Budding young bakers got a taste of the Jewish matzoh-making tradition ahead of the Passover holiday at the Chabad of Bay Ridge on April 10. Kids learned every step to make the traditional flat-bread memorialized in the story of the Jews’ flight from Egypt. The synagogue’s rabbi called the day a living religious lesson.
“It’s an opportunity to learn the reason behind the matzoh,” Rabbi Tvzi Stroh said. “Not just how the matzoh itself is made — but what’s behind it.”
Kids mixed the flour and water, rolled out the dough, punched holes in it with a nifty specialty tool, and watched it turn a delicious golden-brown in the oven — all while hearing the story of Passover from the rabbi.
Matzoh became a staple of Jewish cuisine following the Jews’ deliverance from slavery in Egypt.

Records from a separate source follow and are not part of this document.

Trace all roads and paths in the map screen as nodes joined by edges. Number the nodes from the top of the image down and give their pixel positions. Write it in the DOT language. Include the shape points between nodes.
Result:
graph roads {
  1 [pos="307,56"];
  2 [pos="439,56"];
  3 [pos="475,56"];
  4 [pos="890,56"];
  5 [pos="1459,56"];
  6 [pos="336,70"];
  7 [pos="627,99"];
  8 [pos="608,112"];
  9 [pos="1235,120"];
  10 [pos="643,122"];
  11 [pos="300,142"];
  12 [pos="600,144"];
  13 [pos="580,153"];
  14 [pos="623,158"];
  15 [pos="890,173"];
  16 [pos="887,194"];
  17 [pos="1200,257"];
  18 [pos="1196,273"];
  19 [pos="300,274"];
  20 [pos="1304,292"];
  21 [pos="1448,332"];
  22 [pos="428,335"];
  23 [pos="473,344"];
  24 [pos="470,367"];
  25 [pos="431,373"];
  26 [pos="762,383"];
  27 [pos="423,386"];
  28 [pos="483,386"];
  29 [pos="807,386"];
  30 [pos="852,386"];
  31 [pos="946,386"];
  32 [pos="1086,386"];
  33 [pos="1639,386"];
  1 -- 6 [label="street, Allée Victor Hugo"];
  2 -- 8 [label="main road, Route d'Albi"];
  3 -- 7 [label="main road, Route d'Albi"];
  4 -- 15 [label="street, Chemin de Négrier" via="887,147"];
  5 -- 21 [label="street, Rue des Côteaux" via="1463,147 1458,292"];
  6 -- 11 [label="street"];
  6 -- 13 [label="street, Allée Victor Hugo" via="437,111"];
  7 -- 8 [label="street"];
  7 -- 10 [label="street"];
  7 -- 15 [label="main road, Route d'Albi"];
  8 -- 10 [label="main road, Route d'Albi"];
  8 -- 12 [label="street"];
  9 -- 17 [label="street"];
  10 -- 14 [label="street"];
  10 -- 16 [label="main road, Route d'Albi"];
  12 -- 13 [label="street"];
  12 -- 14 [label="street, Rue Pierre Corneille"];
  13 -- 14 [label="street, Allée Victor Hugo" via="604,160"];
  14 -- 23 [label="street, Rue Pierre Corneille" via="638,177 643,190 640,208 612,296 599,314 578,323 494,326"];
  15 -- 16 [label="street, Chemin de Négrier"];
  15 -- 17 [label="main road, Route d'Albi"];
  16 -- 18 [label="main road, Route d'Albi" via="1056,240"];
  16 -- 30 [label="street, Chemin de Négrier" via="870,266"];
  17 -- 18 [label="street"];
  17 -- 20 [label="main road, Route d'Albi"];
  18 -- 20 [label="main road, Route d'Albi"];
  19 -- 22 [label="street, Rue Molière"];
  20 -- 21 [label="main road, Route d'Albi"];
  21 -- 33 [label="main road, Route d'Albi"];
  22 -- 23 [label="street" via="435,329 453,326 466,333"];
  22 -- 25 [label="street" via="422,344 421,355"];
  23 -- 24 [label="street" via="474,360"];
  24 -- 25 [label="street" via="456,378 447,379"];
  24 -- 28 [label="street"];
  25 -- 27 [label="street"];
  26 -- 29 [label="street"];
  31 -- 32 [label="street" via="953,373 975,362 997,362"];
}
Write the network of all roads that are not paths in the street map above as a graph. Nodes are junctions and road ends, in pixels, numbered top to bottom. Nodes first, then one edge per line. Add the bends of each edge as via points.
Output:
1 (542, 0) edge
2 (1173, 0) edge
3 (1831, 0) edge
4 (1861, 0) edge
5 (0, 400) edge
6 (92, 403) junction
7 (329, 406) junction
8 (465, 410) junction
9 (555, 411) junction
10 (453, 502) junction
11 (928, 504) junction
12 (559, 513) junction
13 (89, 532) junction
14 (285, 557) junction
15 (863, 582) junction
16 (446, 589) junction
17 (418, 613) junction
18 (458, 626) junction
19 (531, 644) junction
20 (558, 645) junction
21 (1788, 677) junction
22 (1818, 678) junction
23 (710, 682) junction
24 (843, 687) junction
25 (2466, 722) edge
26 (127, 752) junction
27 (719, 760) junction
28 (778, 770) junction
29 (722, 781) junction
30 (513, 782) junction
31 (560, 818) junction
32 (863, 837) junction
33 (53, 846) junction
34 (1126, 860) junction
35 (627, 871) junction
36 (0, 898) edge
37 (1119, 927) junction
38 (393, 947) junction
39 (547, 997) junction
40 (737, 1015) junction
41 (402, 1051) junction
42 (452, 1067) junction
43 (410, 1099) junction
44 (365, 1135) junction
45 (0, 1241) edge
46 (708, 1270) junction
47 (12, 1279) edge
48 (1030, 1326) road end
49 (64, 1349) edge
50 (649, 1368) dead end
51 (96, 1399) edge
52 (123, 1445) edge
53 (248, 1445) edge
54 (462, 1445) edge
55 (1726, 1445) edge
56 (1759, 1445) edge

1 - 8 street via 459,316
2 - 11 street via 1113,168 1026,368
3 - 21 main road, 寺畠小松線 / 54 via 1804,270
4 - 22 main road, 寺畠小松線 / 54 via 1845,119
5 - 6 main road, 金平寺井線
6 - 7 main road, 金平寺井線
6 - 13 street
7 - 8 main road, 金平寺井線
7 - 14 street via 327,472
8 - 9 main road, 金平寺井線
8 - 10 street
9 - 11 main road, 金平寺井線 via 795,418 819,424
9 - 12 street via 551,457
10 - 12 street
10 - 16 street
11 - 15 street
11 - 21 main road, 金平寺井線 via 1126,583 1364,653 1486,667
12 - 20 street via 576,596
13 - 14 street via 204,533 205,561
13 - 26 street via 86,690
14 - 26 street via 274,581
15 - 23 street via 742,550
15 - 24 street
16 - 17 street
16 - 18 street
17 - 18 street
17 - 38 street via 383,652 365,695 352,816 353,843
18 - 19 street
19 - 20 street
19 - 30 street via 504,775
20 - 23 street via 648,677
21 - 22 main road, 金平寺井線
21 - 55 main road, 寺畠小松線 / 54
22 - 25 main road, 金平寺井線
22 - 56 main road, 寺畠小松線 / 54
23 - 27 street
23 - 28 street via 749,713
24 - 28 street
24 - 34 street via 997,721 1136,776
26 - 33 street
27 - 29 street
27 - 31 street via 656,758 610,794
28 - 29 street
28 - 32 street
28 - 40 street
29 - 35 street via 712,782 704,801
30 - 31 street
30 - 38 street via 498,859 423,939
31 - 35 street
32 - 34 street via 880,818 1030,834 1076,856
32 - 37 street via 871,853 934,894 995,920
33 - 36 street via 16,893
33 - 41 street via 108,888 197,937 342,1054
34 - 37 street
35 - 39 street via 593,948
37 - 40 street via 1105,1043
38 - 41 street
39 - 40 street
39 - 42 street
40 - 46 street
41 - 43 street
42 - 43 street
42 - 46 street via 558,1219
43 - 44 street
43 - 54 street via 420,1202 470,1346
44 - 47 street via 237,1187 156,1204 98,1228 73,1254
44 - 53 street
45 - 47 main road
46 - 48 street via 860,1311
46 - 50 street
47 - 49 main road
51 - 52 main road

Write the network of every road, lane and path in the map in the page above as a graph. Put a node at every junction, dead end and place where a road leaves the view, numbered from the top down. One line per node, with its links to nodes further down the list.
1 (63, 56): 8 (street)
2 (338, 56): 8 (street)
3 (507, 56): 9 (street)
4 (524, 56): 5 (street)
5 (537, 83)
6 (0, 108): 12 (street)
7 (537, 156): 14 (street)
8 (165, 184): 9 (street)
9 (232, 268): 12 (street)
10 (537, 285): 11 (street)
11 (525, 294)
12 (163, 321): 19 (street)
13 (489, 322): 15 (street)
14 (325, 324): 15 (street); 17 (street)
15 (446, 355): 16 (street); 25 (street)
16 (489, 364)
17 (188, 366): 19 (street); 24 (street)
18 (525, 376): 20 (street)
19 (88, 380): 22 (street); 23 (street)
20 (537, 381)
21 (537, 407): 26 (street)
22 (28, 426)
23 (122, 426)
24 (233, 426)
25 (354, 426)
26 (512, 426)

They fled in such haste that they had no time to let their bread rise, according to the Torah, which forbids adherents from eating leavened bread during the eight-day holiday.
Matzoh-makers — including the kids at the synagogue on Sunday — must turn flour and water into the wafer-like flatbread in under 18 minutes to make sure it does not rise.
The matzoh they made was technically not kosher for Passover, because they did not use a kosher oven, kosher tools, and the often hard-to-find kosher wheat. But the rabbi said making it still gives kids a new appreciation for the traditional nosh they will eat during Passover.
“Even though it’s not the same exact matzoh, when you sit down to have something that’s been prepared for you but it’s something you’ve done yourself, you have that connection,” he said. “It gives them a closer connection to the holiday and an appreciation for the matzoh they are going to have during Passover.”